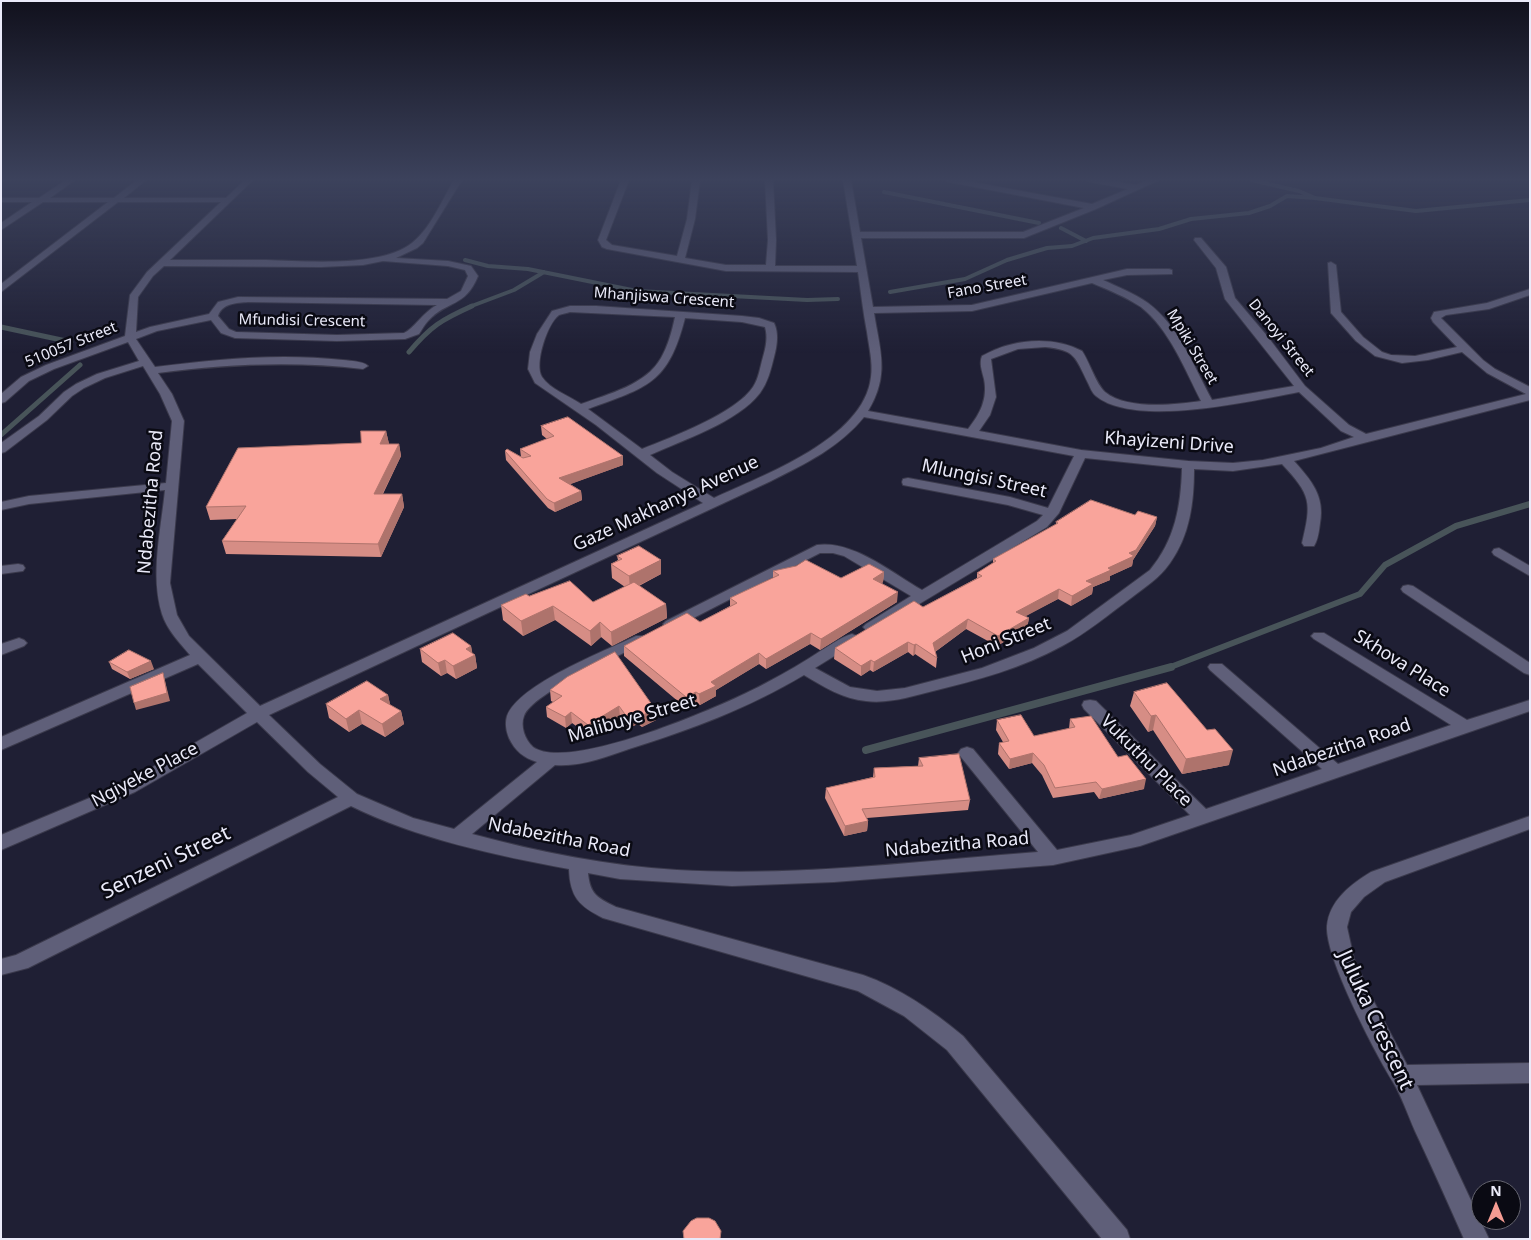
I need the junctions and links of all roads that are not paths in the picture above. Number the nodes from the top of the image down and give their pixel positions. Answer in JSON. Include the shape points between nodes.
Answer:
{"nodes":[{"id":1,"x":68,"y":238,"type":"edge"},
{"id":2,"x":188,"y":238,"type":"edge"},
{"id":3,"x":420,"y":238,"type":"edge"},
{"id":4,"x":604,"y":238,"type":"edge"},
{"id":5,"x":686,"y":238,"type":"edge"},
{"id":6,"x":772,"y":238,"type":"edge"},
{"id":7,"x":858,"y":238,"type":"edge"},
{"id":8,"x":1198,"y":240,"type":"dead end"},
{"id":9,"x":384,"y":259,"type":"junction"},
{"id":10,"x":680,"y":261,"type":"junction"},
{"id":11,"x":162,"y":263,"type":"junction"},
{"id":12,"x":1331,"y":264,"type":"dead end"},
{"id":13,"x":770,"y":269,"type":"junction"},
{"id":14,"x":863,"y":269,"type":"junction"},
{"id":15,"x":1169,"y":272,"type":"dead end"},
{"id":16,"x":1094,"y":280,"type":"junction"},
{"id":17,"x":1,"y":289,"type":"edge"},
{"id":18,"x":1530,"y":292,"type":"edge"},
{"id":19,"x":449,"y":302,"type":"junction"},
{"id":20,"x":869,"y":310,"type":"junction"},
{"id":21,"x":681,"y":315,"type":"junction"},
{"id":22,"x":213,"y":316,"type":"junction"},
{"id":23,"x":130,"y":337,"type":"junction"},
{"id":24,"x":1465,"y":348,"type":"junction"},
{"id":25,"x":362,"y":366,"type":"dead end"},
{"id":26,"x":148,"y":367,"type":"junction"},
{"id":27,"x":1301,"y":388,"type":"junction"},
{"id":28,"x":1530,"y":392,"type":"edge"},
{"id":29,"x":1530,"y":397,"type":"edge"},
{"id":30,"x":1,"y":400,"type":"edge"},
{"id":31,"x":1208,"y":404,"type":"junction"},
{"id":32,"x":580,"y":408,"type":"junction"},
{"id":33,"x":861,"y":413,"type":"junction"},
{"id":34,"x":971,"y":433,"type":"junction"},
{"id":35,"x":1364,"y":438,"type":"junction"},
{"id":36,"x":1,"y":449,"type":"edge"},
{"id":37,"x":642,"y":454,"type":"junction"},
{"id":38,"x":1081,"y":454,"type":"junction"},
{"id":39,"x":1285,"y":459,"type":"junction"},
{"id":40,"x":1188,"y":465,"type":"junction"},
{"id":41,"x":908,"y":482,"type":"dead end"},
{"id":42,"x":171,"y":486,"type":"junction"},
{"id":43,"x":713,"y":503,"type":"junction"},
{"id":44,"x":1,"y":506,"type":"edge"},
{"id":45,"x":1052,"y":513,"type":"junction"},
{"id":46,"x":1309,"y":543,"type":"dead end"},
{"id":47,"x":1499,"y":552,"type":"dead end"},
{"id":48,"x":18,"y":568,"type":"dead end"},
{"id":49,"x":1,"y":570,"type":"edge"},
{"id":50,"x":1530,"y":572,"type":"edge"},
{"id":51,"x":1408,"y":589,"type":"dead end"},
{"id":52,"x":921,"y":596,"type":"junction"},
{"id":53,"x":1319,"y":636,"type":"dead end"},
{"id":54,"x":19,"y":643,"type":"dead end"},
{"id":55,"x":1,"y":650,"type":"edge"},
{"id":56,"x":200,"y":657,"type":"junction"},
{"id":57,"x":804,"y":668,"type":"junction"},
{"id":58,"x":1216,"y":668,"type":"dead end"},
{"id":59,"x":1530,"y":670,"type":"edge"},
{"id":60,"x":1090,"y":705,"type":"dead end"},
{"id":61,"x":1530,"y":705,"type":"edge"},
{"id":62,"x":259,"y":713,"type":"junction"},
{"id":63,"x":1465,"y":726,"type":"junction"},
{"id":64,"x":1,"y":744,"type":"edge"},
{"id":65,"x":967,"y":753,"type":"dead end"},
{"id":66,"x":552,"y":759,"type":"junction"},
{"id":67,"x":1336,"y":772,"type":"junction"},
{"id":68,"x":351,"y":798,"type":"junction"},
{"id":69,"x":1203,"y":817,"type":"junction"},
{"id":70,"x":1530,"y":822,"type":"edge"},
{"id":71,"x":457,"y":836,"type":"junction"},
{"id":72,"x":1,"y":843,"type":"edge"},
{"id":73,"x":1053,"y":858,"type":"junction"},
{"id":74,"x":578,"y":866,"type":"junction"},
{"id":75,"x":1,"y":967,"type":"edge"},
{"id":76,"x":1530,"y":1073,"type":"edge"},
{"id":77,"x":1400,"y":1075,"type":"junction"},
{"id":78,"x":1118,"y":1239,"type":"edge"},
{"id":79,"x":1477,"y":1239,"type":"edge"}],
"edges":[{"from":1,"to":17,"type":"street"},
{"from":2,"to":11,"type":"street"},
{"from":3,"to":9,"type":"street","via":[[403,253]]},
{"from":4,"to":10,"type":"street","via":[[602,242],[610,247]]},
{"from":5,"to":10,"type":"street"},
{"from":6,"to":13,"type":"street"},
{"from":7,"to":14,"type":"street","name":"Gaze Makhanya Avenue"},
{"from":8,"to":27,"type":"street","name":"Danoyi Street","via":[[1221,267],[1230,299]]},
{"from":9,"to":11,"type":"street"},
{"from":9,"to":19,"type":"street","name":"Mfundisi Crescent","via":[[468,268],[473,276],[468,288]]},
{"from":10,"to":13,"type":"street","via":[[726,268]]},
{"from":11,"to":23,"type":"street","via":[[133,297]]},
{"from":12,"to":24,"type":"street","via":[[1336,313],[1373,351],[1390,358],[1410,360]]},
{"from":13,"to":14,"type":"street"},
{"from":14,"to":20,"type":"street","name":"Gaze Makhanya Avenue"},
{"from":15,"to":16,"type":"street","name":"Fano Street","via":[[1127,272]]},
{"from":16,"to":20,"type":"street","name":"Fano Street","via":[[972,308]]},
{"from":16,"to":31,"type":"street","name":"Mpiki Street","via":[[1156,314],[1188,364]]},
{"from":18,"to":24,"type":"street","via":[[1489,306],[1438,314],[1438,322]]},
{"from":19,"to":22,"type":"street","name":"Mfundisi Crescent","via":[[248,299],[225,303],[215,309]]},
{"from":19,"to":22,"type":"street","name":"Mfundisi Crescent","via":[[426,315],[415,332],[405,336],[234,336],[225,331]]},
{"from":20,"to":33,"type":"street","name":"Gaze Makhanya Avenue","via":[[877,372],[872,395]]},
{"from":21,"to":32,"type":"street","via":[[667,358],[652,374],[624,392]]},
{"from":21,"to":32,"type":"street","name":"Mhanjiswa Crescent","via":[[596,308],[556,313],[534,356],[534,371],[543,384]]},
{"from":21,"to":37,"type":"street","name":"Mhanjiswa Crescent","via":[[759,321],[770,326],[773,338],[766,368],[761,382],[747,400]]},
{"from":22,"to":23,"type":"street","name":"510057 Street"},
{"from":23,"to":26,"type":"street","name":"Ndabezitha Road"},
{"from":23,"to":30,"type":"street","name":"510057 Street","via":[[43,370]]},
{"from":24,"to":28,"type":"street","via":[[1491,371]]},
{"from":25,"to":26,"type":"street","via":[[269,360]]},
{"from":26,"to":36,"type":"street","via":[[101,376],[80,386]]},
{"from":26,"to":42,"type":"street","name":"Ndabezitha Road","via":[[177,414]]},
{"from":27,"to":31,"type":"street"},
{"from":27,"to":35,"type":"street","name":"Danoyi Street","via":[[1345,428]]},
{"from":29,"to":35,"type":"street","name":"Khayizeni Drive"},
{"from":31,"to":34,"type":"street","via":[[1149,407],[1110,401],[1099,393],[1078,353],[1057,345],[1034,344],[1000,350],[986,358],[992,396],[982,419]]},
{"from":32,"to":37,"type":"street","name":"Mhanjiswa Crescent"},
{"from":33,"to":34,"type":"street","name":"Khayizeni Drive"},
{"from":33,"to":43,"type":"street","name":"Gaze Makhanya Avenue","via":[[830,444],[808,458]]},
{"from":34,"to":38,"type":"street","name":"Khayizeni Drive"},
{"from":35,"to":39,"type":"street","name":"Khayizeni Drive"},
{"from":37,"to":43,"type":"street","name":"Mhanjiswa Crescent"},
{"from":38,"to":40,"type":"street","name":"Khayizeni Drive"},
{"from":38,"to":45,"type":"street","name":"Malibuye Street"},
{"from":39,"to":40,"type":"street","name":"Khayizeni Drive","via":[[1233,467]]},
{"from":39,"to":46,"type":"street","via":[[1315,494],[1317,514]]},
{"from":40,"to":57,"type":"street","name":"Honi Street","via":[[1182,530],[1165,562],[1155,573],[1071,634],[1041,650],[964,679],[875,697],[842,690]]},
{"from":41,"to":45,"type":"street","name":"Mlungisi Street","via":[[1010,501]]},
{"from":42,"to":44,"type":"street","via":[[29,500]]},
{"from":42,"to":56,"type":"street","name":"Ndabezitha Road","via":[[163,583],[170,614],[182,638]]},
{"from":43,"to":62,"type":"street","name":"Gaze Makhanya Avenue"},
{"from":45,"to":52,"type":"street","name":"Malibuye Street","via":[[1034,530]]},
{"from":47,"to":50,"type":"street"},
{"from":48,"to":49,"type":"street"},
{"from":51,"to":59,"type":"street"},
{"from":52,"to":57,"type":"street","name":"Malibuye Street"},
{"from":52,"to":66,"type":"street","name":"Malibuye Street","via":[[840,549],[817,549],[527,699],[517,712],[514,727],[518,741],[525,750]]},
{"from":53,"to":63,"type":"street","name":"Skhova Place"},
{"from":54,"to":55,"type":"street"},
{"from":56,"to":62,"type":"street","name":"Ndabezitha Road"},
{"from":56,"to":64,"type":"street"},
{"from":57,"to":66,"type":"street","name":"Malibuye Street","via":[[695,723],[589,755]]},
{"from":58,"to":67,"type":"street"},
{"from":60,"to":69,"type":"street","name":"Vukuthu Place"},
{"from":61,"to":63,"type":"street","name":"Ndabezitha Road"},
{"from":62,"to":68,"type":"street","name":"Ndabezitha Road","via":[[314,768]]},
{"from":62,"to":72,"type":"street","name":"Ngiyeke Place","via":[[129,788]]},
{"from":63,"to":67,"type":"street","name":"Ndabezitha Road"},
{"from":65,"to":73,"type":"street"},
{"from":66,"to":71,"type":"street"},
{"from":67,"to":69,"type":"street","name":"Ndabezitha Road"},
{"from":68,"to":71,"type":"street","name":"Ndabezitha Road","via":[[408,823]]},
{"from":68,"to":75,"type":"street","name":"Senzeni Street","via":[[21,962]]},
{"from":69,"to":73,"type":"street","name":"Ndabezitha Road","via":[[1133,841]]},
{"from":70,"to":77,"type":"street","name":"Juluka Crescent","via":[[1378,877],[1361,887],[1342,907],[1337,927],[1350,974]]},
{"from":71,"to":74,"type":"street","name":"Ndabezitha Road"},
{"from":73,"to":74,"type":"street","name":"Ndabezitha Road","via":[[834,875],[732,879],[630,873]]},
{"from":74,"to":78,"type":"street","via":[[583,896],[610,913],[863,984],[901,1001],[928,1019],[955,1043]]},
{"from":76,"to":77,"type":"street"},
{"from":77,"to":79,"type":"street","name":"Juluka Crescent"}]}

-------------------------

→ Task prompt
Nothing but a number should be given: the number of lines in the records that contain the word "Answer".

→ Result for this task
2